She settled down with pen and paper to detail what she and Sebastian had been doing all this time. I hadn’t quite made up my mind until now, because I really wasn’t sure that it meant anything, but now that I have, tonight, helped with something very difficult and important, I suppose it is time I confessed to you that I seem to be a magician… There, get that shock over with first. Anything that came afterward would seem mild by comparison.

When she had finished the letter, it barely fit in the box, and it was quite late. She checked the box reflexively as she always did once she had put it inside — the letter was gone. Short letters didn’t always vanish immediately. Long ones, however, did. Peculiar.

With a feeling of satisfaction, she stood up and stretched.

And froze, as the tortured howl of a wolf echoed through the corridors.

This isn’t possible! It wasn’t the full moon; it was the new moon! An icy hand seemed to stroke her back as her breath and heart stilled. Another howl — close!

Her body felt as if she had been hit by lightning.

Sapphire flew in through the door and slammed it behind her, just as something huge and heavy hit it. The thump shook the room. Bella ran to the door to try to hold it in place.

More thumps, as the wood shivered under her hand, and her heart raced. The servant dropped a bar across the door into slots meant to hold it there, but it was obvious that the door wasn’t going to hold up under this punishment for long.
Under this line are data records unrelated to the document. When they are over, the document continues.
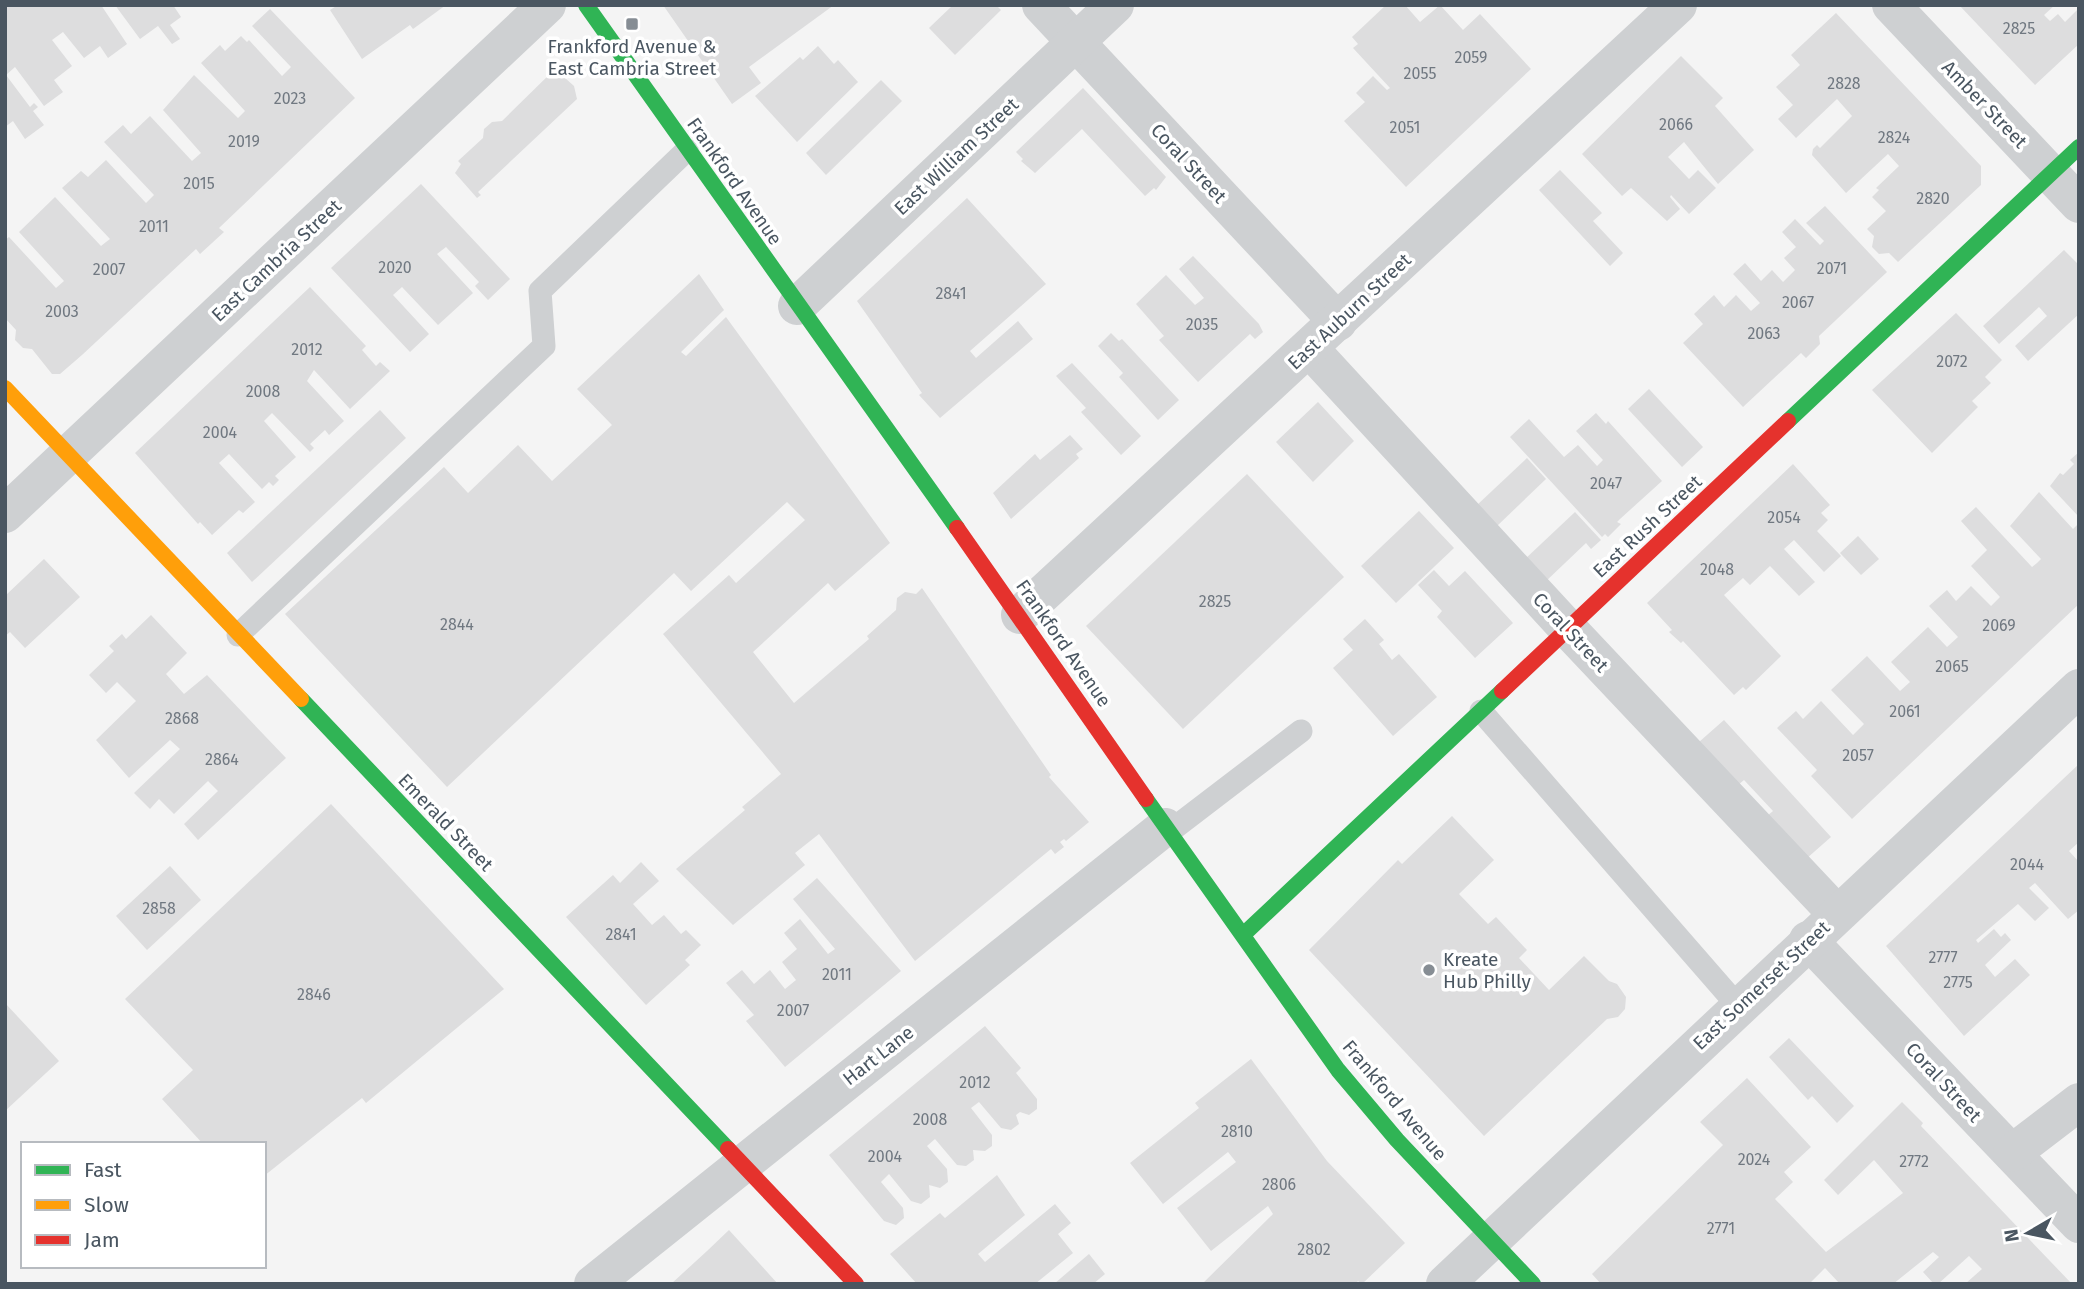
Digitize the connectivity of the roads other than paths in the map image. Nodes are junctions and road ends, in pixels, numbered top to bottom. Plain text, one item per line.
1 (547, 5) edge
2 (586, 5) edge
3 (1041, 5) edge
4 (1115, 5) edge
5 (1678, 5) edge
6 (1891, 5) edge
7 (1075, 42) junction
8 (2079, 147) edge
9 (687, 149) junction
10 (2051, 173) junction
11 (2079, 204) edge
12 (797, 306) junction
13 (1338, 322) junction
14 (1309, 348) junction
15 (5, 388) edge
16 (67, 456) junction
17 (5, 514) edge
18 (1020, 615) junction
19 (1568, 629) junction
20 (238, 635) junction
21 (2079, 688) edge
22 (1481, 711) junction
23 (1301, 731) dead end
24 (1167, 830) junction
25 (1836, 914) junction
26 (1244, 934) junction
27 (1808, 940) junction
28 (1738, 1006) junction
29 (2079, 1102) edge
30 (2012, 1153) junction
31 (743, 1162) junction
32 (2079, 1224) edge
33 (1491, 1240) junction
34 (593, 1284) edge
35 (856, 1284) edge
36 (1445, 1284) edge
37 (1533, 1284) edge

1 - 16 street, East Cambria Street
2 - 9 street, Frankford Avenue
3 - 7 street, Coral Street
4 - 7 street, East William Street
5 - 13 street, East Auburn Street
6 - 10 street, Amber Street
7 - 12 street, East William Street
7 - 13 street, Coral Street
8 - 10 street, East Rush Street
9 - 12 street, Frankford Avenue
9 - 20 lane
10 - 11 street, Amber Street
10 - 19 street, East Rush Street
12 - 18 street, Frankford Avenue
13 - 14 street, East Auburn Street
14 - 18 street, East Auburn Street
14 - 19 street, Coral Street
15 - 16 street, Emerald Street
16 - 17 street, East Cambria Street
16 - 20 street, Emerald Street
18 - 24 street, Frankford Avenue
19 - 22 street, East Rush Street
19 - 25 street, Coral Street
20 - 31 street, Emerald Street
21 - 25 street, East Somerset Street
22 - 26 street, East Rush Street
22 - 28 lane
23 - 24 lane
24 - 26 street, Frankford Avenue
24 - 31 street, Hart Lane
25 - 27 street, East Somerset Street
26 - 33 street, Frankford Avenue
27 - 28 street, East Somerset Street
27 - 30 street, Coral Street
28 - 33 street, East Somerset Street
29 - 30 street
30 - 32 street, Coral Street
31 - 34 street, Hart Lane
31 - 35 street, Emerald Street
33 - 36 street, East Somerset Street
33 - 37 street, Frankford Avenue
That was what the gate of iron bars was meant for.

Her mouth dried with terror. “Silver!” she shouted to Sapphire, looking frantically for something herself, finally spotting a branched candlestick. That would have to do.

Frenzied growls punctuated the thuds as the wolf continued to ram the door. The bar shivered and cracked every time he hit. Sapphire and Bella backed into a corner; Bella’s heart was pounding so hard it felt as if it was going to leap out of her chest.
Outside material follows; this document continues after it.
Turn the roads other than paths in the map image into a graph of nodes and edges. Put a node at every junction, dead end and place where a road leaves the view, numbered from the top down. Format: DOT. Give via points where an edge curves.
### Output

The bar shattered. With a shriek of tortured wood, splinters flew everywhere. The door smashed open, hitting the wall behind it, and Sebastian-wolf leapt wild-eyed into the room.

She hadn’t gotten a good look at him out in the woods — he had seemed huge then; he seemed bigger now. Tall and rangy, dark gray fur, his muscles rippled with power beneath his skin.

He focused on Bella immediately, his yellow eyes blazing at her. He sniffed twice, taking in her scent. He stalked toward her, stiff-legged, growling, no sign of anything human in his eyes.

Fear set her nerves on fire; she grasped the candlestick firmly in both hands, her mind racing. She couldn’t fight him off — she probably couldn’t even hurt him that much. Not physically.

That left magic.

She sensed, then saw, magic swirling in confused eddies all through the room, whirlpools of sparkling motes of light that danced and pulsed with a golden energy that was stronger than anything she had ever seen before. She called them to her, concentrating on keeping her will strong, believing that she could control this power.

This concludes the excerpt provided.